(Stored entries)
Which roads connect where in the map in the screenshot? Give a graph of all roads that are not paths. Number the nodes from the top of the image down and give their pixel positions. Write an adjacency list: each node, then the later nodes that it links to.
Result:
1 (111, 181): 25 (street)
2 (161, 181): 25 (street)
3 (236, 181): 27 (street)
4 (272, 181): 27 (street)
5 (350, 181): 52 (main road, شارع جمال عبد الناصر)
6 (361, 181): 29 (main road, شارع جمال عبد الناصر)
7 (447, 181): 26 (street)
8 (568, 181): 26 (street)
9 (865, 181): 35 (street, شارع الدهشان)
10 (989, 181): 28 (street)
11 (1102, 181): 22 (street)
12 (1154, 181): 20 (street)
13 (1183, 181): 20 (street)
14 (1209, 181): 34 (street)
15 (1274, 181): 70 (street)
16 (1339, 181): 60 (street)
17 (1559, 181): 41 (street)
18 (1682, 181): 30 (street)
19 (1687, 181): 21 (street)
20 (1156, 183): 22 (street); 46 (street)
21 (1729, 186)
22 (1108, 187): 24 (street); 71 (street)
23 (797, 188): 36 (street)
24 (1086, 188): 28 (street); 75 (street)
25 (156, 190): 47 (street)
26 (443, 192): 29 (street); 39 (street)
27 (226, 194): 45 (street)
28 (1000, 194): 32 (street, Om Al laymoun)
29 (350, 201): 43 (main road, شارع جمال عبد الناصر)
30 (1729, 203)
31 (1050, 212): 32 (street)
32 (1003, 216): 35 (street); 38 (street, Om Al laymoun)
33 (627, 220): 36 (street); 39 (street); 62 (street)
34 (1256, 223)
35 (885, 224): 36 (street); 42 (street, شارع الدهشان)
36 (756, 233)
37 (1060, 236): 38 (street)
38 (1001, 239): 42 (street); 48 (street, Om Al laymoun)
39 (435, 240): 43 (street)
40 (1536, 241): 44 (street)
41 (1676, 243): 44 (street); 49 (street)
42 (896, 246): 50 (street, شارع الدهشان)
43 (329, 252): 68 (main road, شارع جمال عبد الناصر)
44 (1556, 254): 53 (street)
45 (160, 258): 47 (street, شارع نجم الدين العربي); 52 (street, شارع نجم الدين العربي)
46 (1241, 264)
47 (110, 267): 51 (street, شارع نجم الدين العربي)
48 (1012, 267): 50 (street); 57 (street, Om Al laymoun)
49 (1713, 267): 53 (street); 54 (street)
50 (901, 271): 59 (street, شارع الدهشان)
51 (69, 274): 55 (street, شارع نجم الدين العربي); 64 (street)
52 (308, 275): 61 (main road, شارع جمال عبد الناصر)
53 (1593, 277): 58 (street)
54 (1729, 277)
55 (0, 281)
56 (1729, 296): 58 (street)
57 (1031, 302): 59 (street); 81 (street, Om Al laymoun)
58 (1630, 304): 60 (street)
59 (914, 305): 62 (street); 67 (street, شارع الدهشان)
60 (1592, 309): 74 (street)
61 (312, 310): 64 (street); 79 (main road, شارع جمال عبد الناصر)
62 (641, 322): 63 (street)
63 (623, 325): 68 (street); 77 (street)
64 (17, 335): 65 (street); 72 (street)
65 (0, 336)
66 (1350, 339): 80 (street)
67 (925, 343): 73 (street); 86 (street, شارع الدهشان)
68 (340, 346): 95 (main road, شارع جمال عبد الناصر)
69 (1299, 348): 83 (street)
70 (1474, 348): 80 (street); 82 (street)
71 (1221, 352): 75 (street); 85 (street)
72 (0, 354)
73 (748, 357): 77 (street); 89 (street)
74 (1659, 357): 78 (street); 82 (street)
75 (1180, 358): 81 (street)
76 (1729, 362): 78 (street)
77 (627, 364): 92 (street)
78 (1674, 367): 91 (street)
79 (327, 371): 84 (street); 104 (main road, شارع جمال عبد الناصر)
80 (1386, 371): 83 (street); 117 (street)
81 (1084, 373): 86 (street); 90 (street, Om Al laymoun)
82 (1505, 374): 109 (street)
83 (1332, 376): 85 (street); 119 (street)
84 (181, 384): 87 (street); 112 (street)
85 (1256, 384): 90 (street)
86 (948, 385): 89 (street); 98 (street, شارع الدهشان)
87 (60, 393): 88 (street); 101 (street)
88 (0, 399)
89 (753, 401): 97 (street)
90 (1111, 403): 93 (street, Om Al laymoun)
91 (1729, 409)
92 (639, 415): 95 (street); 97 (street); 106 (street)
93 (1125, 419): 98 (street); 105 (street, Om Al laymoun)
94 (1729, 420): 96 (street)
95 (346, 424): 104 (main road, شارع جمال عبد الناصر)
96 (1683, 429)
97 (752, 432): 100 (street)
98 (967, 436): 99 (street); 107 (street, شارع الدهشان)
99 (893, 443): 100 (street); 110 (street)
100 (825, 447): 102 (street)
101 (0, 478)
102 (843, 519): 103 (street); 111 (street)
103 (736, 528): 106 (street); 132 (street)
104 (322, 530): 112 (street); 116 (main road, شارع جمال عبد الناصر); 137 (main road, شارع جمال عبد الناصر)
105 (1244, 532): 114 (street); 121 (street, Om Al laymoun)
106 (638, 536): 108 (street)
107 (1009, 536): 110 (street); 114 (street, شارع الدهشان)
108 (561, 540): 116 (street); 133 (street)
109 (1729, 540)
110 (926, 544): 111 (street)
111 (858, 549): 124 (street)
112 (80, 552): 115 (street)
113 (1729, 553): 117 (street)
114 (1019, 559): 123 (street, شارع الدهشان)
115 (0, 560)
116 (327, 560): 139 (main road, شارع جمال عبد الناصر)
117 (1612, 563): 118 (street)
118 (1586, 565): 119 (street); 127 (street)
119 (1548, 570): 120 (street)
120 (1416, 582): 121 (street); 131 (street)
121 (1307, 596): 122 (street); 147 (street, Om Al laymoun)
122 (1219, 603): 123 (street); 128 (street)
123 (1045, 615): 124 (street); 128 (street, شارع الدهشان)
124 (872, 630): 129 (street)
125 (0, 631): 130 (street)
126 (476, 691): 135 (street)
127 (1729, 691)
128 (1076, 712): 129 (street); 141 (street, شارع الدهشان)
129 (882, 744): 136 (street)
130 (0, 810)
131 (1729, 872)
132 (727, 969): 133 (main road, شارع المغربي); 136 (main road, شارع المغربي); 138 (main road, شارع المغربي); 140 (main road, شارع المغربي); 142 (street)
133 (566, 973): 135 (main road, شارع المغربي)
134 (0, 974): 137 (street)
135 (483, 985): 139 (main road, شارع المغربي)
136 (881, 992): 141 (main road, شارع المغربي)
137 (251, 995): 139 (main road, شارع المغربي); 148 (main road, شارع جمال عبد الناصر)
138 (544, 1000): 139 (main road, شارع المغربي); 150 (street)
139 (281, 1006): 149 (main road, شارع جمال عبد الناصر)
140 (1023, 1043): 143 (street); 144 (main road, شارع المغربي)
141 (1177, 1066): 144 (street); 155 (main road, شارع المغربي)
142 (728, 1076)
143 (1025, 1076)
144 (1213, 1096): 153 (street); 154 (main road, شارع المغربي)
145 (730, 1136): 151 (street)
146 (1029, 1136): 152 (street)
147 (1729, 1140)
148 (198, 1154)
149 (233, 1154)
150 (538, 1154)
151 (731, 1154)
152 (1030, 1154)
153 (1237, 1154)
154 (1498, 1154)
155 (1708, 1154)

→ PROBLEM STATEMENT: For each line in the data that holds "الدين", add one to a count, then report that count alone.

→ WRITTEN SOLUTION: 3